Assignment: For every line in the entries that contains "القصيبة", show the whole line.

Collected data:
%%
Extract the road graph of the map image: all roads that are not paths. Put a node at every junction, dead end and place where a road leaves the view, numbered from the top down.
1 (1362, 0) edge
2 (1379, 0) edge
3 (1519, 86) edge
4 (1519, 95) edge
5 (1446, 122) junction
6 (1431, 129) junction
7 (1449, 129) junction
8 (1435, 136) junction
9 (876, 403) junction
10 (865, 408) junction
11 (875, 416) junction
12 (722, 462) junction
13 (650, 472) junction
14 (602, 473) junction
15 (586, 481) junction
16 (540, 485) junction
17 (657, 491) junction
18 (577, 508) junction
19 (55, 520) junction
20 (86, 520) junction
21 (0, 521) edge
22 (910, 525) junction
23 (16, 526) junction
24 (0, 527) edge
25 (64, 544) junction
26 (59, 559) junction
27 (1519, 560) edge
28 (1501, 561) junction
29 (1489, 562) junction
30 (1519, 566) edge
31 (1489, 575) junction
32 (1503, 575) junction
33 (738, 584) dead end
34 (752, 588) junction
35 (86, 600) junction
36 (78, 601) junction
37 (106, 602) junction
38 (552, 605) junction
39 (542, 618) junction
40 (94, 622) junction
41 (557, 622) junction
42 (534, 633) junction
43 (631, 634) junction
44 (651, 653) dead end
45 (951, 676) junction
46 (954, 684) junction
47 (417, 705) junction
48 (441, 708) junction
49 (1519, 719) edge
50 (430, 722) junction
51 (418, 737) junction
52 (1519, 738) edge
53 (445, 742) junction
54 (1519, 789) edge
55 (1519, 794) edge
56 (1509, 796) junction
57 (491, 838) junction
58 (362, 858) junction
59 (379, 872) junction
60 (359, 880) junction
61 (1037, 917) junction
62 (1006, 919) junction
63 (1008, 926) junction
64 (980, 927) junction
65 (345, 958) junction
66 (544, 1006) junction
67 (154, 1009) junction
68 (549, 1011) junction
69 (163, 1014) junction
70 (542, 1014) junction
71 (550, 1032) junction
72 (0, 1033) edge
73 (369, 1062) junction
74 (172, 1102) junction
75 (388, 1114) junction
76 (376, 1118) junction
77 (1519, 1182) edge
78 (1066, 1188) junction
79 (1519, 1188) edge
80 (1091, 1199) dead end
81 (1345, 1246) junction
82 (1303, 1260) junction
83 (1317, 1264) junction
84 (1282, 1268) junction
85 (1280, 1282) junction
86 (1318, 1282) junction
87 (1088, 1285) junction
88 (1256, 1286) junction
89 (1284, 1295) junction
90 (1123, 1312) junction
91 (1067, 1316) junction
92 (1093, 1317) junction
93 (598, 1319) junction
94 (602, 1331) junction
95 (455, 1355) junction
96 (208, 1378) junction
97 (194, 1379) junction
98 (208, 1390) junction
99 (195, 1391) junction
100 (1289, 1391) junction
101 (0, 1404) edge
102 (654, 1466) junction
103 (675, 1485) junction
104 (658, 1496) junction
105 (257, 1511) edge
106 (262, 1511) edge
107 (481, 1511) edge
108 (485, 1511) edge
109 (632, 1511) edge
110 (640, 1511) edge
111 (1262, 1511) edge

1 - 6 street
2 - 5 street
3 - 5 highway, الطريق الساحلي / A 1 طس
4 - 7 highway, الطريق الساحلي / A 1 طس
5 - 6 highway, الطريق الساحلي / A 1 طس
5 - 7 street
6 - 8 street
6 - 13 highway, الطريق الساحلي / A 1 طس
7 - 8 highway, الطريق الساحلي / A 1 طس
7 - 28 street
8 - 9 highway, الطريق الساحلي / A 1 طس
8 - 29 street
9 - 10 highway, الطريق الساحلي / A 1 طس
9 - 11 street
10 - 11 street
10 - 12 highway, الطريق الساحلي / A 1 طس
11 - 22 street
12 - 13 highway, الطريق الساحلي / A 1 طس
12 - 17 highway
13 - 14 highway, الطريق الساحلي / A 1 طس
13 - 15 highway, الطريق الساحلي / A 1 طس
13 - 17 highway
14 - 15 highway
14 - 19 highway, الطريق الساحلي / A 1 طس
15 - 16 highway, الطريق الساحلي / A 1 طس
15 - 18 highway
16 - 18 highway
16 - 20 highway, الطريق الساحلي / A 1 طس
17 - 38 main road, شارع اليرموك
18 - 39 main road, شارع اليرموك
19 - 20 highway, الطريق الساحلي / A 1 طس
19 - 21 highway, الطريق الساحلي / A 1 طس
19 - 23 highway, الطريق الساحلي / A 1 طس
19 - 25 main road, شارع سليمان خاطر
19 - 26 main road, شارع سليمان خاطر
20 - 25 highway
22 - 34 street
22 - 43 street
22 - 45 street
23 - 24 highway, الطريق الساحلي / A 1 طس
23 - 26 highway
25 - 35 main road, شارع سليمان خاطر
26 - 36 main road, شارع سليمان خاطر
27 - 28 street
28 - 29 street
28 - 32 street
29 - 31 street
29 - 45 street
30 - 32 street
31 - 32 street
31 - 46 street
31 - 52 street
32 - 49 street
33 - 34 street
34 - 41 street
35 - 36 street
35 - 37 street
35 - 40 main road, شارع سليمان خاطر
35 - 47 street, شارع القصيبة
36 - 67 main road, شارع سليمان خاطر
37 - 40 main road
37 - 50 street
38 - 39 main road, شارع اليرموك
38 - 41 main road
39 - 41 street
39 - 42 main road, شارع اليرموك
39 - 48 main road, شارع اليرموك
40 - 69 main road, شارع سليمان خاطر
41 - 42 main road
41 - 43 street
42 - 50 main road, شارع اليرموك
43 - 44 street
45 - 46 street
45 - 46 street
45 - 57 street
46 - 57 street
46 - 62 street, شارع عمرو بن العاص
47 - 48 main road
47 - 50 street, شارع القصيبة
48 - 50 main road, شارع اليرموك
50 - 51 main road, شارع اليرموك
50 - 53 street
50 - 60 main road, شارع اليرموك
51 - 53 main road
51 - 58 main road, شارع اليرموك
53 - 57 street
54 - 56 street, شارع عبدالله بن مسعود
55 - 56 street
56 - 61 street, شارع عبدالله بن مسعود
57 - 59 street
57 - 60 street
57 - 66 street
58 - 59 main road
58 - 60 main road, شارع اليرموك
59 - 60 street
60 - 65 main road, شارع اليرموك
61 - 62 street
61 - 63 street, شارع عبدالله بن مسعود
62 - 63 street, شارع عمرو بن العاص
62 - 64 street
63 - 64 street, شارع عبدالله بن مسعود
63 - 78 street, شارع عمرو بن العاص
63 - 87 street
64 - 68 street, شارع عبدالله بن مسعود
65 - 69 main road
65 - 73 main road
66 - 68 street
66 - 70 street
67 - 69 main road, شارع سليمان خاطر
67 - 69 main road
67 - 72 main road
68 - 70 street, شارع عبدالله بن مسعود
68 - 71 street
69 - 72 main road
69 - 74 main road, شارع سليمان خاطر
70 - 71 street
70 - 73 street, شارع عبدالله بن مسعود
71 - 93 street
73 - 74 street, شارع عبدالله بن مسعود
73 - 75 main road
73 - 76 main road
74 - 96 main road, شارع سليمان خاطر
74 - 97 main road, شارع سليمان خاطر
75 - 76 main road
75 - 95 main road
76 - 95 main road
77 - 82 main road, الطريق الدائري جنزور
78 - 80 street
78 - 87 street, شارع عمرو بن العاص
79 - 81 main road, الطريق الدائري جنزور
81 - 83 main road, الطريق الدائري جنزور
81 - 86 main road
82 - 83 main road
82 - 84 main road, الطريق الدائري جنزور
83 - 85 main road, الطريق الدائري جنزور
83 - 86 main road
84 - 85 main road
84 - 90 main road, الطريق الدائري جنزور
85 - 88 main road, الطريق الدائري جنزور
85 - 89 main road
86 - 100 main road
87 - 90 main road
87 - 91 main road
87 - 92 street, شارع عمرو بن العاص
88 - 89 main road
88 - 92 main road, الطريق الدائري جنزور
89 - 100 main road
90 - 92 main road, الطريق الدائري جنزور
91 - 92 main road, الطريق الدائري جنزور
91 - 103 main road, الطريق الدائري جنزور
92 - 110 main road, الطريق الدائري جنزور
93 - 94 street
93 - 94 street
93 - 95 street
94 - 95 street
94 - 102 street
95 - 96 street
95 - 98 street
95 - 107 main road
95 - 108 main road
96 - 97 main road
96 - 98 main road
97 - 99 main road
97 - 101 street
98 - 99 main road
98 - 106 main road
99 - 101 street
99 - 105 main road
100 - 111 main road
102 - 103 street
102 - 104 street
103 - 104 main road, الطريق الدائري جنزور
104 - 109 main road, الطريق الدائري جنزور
%%
Answer to this problem:
35 - 47 street, شارع القصيبة
47 - 50 street, شارع القصيبة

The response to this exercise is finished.